#### Available data ####
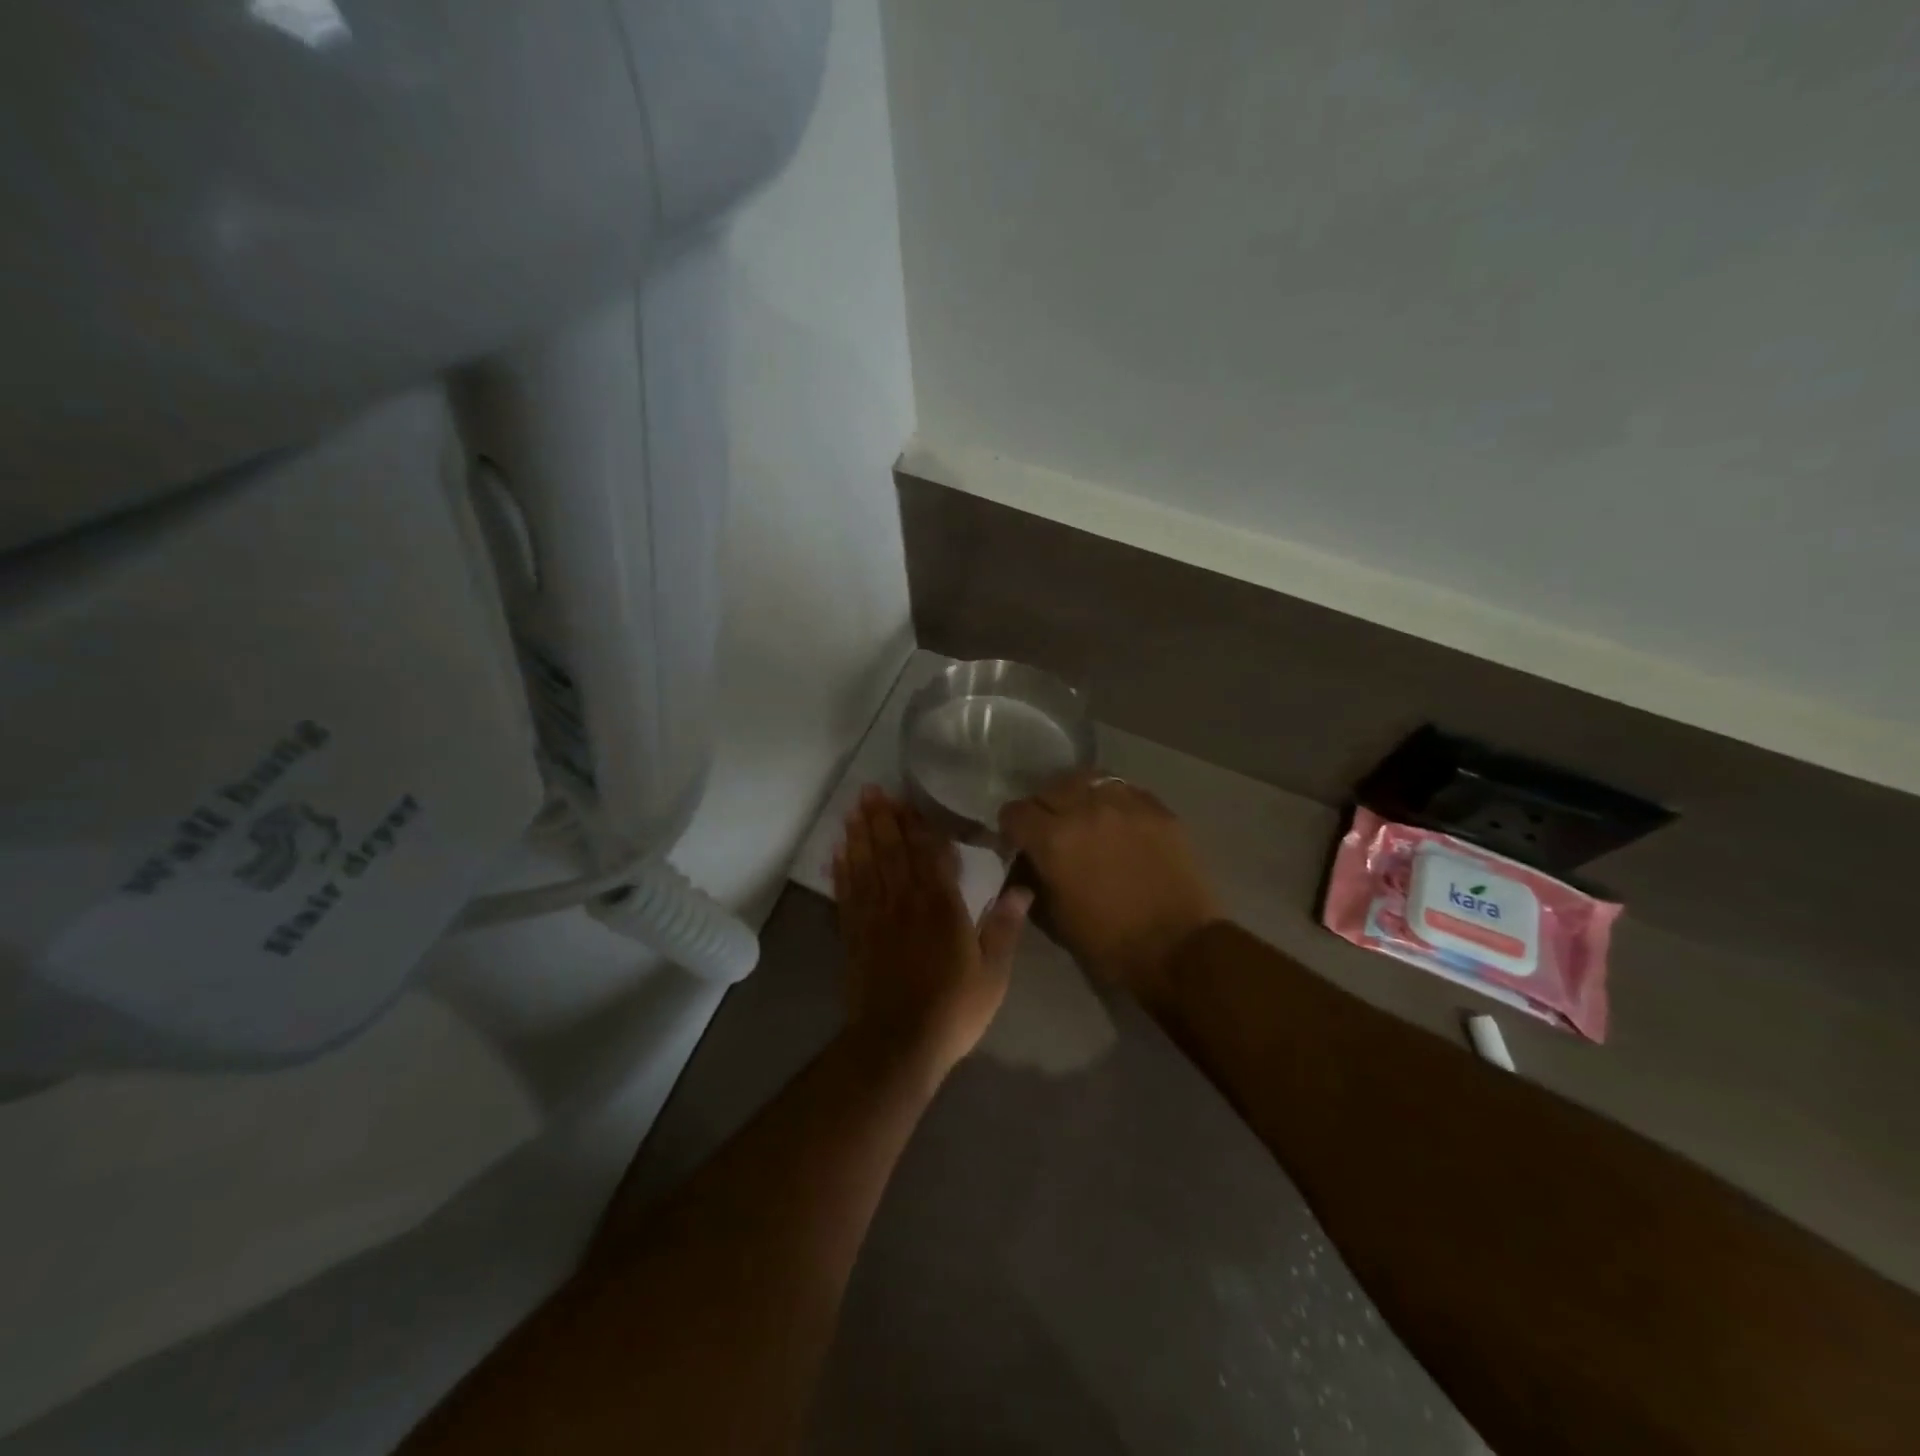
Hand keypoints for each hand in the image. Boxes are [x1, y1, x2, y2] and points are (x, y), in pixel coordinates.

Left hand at [834, 787, 1031, 1078]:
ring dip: (859, 835)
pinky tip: (836, 853)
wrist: (896, 1044)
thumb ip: (1005, 928)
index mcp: (941, 906)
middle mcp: (905, 902)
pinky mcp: (853, 936)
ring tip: (853, 809)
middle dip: (883, 819)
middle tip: (871, 790)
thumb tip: (1022, 889)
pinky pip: (845, 894)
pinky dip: (840, 871)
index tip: (909, 801)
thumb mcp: (992, 974)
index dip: (919, 826)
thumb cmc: (952, 1009)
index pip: (930, 855)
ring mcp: (874, 917)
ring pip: (866, 865)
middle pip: (893, 851)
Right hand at [999, 771, 1220, 1005]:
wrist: (1179, 950)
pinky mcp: (1157, 809)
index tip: (1019, 842)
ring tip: (1085, 817)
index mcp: (1053, 839)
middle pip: (1049, 789)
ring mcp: (1126, 804)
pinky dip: (1113, 801)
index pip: (1015, 812)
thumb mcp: (1054, 917)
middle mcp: (1085, 809)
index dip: (1012, 828)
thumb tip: (1026, 862)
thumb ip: (1033, 879)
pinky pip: (1124, 790)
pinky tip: (1118, 822)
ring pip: (1088, 780)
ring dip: (1078, 796)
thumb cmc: (1108, 944)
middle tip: (1052, 831)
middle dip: (1043, 809)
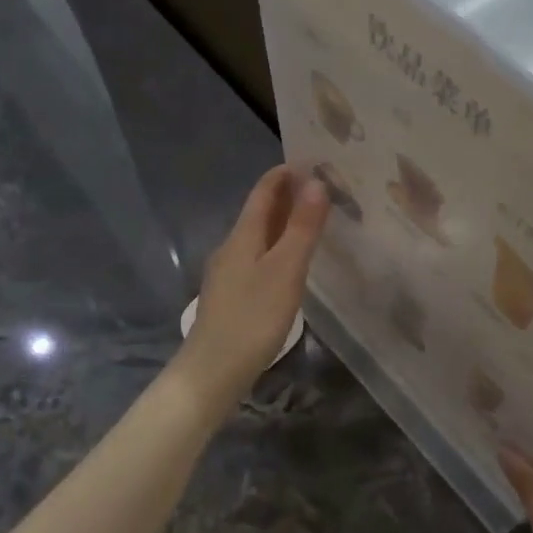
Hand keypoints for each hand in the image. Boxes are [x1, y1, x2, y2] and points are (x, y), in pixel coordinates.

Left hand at [180, 166, 328, 394]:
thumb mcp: (285, 270)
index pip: (263, 192)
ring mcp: (227, 273)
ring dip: (282, 223)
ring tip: (311, 221)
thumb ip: (302, 227)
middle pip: (258, 212)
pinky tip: (288, 263)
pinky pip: (256, 257)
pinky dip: (276, 247)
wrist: (212, 371)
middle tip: (320, 188)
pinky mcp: (231, 296)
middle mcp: (231, 247)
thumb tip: (316, 182)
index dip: (284, 174)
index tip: (312, 161)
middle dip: (286, 196)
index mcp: (242, 236)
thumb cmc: (253, 317)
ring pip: (257, 236)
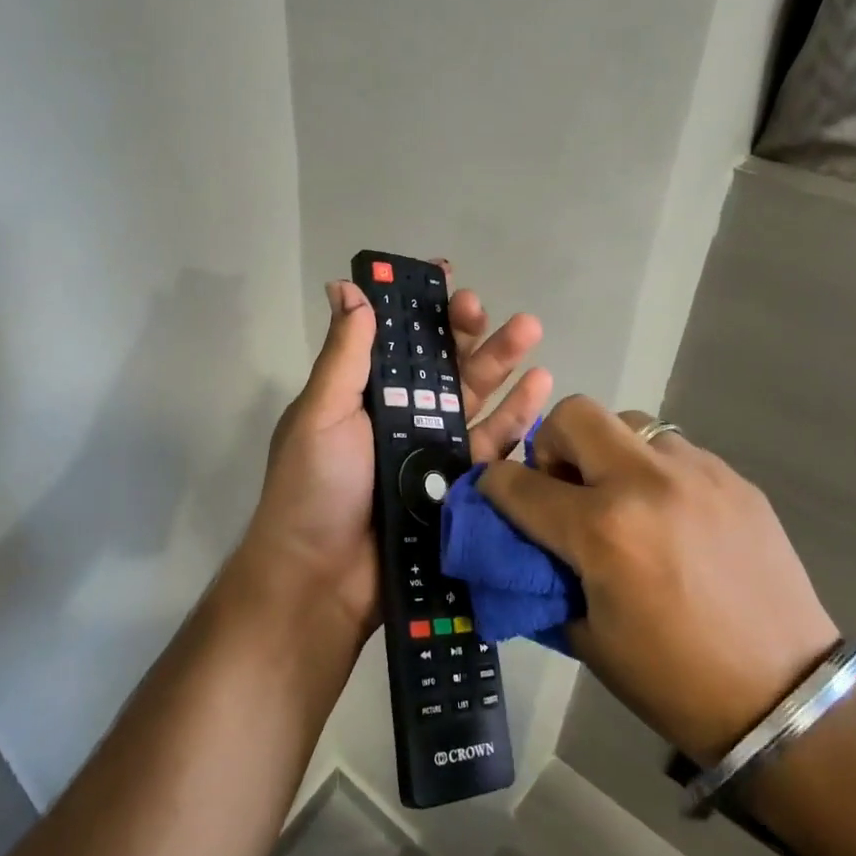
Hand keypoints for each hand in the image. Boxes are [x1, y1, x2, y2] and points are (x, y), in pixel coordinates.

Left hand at [232, 262, 550, 640]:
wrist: (323, 581)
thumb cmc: (315, 487)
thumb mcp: (321, 413)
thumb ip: (344, 353)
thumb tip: (346, 286)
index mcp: (366, 393)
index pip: (399, 339)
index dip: (421, 307)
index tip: (446, 274)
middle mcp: (402, 415)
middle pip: (444, 363)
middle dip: (467, 330)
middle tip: (485, 307)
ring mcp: (433, 450)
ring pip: (475, 396)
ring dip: (502, 362)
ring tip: (530, 330)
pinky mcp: (460, 485)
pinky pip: (493, 444)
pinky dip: (517, 416)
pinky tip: (541, 386)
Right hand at [477, 396, 837, 763]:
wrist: (786, 700)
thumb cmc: (672, 680)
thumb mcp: (586, 634)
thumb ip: (544, 573)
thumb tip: (522, 539)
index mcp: (603, 531)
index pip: (519, 483)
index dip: (495, 486)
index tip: (498, 495)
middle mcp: (646, 483)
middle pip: (574, 415)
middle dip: (552, 445)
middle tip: (565, 488)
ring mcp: (697, 473)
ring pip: (629, 423)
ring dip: (608, 454)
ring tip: (624, 501)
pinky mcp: (734, 478)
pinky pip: (674, 450)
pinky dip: (655, 472)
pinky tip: (671, 518)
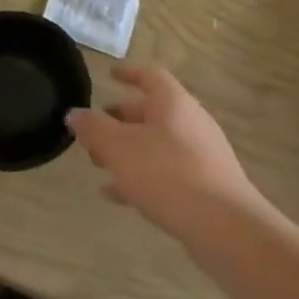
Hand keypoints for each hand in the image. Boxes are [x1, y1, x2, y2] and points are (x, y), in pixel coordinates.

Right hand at [66, 66, 273, 245]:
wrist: (224, 225)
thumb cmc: (167, 174)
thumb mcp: (119, 148)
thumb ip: (94, 129)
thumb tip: (75, 114)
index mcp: (173, 102)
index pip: (150, 76)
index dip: (128, 73)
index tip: (109, 74)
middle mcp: (190, 121)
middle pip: (151, 111)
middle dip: (119, 119)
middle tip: (93, 132)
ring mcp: (201, 153)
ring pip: (156, 143)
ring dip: (127, 150)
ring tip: (99, 164)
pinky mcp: (205, 184)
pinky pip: (166, 171)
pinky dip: (141, 175)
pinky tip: (118, 194)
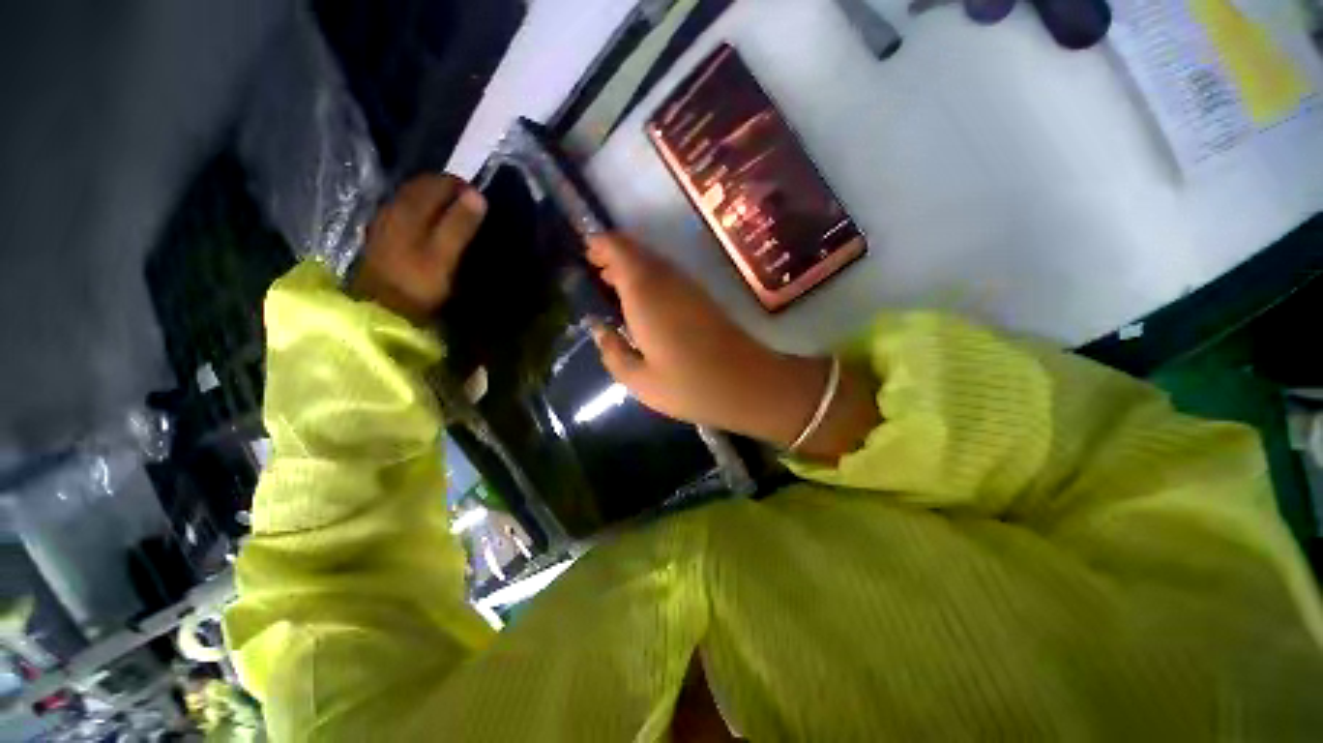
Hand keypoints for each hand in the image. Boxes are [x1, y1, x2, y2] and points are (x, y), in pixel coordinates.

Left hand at [352, 173, 486, 323]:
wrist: (382, 309)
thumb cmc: (417, 284)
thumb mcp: (443, 256)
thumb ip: (459, 225)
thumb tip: (477, 195)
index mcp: (409, 210)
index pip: (436, 183)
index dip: (460, 186)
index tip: (481, 199)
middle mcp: (394, 208)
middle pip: (421, 187)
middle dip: (446, 190)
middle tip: (471, 205)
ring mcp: (385, 223)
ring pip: (411, 199)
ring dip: (434, 200)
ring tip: (455, 213)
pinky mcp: (382, 238)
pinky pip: (405, 213)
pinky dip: (422, 212)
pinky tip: (431, 225)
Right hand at [586, 234, 879, 458]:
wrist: (747, 384)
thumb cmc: (688, 385)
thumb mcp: (638, 380)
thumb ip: (612, 351)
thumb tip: (599, 329)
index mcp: (645, 293)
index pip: (619, 248)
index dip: (600, 245)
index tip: (585, 256)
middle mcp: (667, 279)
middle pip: (636, 250)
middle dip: (613, 254)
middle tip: (595, 272)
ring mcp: (688, 286)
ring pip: (654, 261)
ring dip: (631, 266)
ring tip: (613, 285)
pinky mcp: (702, 297)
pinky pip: (668, 275)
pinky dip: (649, 278)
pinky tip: (643, 302)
####
◆ **Required work**:
Return only the number of lines in the preceding records that contain the string "Left".

◆ **Result below**:
4